Demystifying DEVONthink’s AI

It’s the “artificial intelligence” features of DEVONthink that really set it apart from the crowd of personal information managers. (I put “artificial intelligence” in quotes because DEVONthink’s brain owes more intellectual debt to the work of information retrieval than machine learning.)

While other information managers hold to an archaic notion of binary relevance (either a thing matches your query terms or it doesn’t), DEVONthink incorporates much more nuance into its reckoning.

In fact, it can treat entire documents as search queries, a feature that seems useless until it almost magically reveals documents related to the one you’re looking at, or offers to automatically file it into the right folder. (This function—”automatic class management” in information retrieval-speak—is invaluable in the paperless office: should you choose, DEVONthink files all your bills away with a single keystroke.)

In short, DEVONthink takes an entire class of advanced tools otherwise restricted to researchers and search engines and unleashes it on your personal data set.

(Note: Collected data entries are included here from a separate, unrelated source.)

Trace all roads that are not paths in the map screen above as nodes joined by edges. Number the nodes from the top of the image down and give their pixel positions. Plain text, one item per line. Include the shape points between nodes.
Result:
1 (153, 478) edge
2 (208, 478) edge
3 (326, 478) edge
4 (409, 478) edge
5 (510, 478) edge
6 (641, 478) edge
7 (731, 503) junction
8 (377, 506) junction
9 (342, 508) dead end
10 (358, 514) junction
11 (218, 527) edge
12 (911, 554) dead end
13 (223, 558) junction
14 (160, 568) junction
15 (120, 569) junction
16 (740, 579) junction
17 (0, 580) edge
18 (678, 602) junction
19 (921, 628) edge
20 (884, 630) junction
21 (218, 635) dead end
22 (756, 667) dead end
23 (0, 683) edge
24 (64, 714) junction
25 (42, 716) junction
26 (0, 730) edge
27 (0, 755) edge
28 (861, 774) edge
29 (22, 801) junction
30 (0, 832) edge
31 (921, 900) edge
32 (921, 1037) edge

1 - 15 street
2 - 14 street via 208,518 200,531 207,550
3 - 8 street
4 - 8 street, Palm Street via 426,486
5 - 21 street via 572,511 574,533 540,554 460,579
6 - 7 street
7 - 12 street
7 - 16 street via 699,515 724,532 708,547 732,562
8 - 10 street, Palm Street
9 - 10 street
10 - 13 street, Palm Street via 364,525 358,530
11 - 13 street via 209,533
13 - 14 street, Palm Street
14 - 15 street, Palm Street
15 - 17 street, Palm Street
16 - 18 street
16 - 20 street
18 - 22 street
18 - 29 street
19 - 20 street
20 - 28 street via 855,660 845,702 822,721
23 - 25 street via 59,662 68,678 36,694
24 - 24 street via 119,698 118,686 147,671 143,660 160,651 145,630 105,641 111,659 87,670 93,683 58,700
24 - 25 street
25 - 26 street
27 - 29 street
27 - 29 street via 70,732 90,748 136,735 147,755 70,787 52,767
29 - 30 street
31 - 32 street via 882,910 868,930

No wonder Steven Berlin Johnson raved about DEVONthink in 1995. No wonder he still uses it today.

Information Capture

As I mentioned, DEVONthink can handle any document type you can give it. If it’s a file, DEVONthink can store it. If the file is searchable with Spotlight, DEVONthink can perform smart analysis on it. Even non-traditional document types (RSS feed items and mail messages, for example) are fair game, and it’s scriptable for those fringe use cases the folks at DEVONtechnologies haven’t thought of (my NetNewsWire-to-DEVONthink script is one).

Information Retrieval

Perhaps the most unusual feature of DEVONthink, the “See Also” bar displays a rank-weighted list of documents related to the current one. By surfacing documents you may not have thought as relevant, this can facilitate serendipity in research.

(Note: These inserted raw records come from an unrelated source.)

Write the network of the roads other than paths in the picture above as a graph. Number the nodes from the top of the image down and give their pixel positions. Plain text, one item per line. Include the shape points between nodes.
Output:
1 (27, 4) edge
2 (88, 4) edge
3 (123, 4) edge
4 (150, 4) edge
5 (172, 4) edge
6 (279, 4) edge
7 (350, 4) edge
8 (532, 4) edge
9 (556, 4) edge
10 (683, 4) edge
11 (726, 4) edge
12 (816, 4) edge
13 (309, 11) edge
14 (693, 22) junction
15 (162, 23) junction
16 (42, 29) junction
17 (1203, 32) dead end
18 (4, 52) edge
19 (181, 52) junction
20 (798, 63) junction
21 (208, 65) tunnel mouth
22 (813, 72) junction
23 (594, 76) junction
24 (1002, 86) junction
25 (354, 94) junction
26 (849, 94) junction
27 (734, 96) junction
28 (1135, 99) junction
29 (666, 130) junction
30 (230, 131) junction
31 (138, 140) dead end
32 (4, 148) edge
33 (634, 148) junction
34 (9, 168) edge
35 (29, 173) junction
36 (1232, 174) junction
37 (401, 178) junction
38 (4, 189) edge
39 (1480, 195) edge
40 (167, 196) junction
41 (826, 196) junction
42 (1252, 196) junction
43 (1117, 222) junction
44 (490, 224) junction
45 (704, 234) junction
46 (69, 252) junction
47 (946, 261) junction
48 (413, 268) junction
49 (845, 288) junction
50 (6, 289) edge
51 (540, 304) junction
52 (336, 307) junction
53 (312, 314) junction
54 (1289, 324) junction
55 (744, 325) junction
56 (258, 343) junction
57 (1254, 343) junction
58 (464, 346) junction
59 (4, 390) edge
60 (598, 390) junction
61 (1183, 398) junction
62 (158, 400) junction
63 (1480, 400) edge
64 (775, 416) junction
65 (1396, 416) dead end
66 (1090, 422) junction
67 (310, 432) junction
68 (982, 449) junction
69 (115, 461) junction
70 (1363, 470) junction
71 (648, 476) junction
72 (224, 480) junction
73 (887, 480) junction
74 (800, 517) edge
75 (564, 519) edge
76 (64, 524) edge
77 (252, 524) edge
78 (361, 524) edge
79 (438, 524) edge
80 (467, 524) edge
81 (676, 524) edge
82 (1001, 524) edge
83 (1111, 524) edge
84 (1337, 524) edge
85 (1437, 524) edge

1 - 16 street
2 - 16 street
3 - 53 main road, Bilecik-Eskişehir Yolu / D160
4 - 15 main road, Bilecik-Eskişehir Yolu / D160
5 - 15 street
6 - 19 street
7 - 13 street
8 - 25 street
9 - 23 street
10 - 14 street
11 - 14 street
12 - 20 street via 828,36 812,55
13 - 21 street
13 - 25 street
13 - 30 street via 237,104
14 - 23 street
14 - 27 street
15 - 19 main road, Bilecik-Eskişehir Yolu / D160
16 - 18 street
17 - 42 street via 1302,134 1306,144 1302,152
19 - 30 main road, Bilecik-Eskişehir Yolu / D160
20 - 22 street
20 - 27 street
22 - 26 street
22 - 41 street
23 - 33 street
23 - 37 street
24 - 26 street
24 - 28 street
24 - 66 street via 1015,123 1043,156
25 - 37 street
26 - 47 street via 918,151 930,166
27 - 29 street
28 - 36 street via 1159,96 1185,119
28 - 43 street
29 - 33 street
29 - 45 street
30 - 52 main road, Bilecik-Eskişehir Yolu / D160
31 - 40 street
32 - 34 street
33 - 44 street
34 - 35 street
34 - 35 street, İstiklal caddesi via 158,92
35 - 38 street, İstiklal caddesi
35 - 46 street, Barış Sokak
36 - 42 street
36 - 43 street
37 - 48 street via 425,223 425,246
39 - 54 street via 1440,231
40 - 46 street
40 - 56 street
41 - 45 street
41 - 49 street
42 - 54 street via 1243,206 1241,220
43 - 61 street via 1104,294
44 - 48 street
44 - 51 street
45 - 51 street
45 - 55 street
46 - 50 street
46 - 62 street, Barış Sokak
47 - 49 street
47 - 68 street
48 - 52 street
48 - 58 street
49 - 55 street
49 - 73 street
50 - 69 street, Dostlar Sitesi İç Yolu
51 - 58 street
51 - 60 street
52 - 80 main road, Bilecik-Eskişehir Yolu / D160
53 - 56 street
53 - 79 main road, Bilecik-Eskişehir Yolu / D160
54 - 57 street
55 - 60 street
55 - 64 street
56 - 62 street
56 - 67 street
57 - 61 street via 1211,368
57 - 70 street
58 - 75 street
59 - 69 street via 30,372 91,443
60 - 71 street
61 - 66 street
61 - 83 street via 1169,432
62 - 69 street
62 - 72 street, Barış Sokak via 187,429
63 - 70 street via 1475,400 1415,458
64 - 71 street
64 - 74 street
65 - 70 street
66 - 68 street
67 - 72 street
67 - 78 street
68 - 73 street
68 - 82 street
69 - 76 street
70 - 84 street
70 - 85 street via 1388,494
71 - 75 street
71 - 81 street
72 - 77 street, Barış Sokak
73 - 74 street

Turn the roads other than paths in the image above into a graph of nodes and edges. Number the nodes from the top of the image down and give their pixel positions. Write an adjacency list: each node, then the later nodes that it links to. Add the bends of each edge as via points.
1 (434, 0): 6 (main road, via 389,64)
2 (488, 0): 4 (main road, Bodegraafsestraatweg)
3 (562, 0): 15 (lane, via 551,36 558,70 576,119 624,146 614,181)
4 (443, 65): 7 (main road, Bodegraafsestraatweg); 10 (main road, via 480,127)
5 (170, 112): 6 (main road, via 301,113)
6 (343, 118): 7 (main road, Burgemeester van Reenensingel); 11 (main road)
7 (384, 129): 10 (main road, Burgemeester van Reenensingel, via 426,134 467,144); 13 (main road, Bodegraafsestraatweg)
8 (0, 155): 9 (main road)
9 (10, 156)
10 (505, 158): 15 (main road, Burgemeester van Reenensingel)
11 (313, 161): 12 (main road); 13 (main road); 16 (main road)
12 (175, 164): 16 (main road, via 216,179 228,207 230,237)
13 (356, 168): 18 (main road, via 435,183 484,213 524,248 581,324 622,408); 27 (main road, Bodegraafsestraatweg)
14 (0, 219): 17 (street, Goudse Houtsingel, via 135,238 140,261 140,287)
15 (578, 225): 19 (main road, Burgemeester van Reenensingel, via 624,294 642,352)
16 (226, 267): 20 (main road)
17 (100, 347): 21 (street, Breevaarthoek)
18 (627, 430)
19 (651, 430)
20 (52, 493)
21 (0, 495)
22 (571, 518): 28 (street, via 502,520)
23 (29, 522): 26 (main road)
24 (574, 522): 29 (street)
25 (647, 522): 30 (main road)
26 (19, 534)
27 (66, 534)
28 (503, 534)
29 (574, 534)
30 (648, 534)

As an anecdotal example, for this document on GM potatoes, DEVONthink returns a number of related articles I’ve saved—including one on Peruvian potato farmer, another document on how genetic modification is transforming agriculture in Europe, and one on a certain incident in which Pringles are ruled as potatoes.

SeeAlso.png

Another example: the previously pictured article on a fatherless baby shark is suggested as a candidate for my folder on Slaughter-house Five notes. No link was immediately apparent, so I glanced through those notes and found the following quote about the seven Earthling sexes:

There were five sexes on Tralfamadore, each of them performing a step necessary in the creation of a new individual. They looked identical to Billy—because their sex differences were all in the fourth dimension…

While this serendipitous insight may be of limited academic value, I can say with reasonable assurance that I wouldn’t have thought of the Tralfamadorians while investigating virgin births in the local shark population. But I’d be hard pressed to say it’s not relevant, so I’ll chalk it up as useful.

Search

Sometimes you need a precise match for your search query. DEVONthink can also accommodate those needs through advanced search operations:

  • Strict vs fuzzy search (fuzzy search returns near-misspellings, word variants, etc)
  • Regex-style wildcards
  • Boolean operators (e.g., a AND b; a XOR b; NOT b)
  • a NEAR b
  • a BEFORE b
  • etc

Conclusion

In 2010, I am amazed at two things: first, how useful DEVONthink’s smart features can be in real-life scenarios; and second, that no one has begun approaching DEVONthink’s usefulness even though it’s been on the market since 2002.

If you haven’t used DEVONthink before, take some time to try the free demo. In the worst case, you haven’t lost a thing (unlike Evernote, DEVONthink never holds your data hostage in proprietary databases). But in the (more likely) best case, you’ve gained a really, really smart research assistant.

Congratulations, DEVONthink. You deserve these accolades.


Disclosure: in celebration of its birthday, DEVONthink is offering some incentives to users who contribute to the discourse around its product offering. This served as a motivation for the timing of this post, not the content. I’ve actually been intending to write about DEVONthink since before I published my original thoughts on personal information management (in 2008), and more recently since I entered into a Master’s program in information science.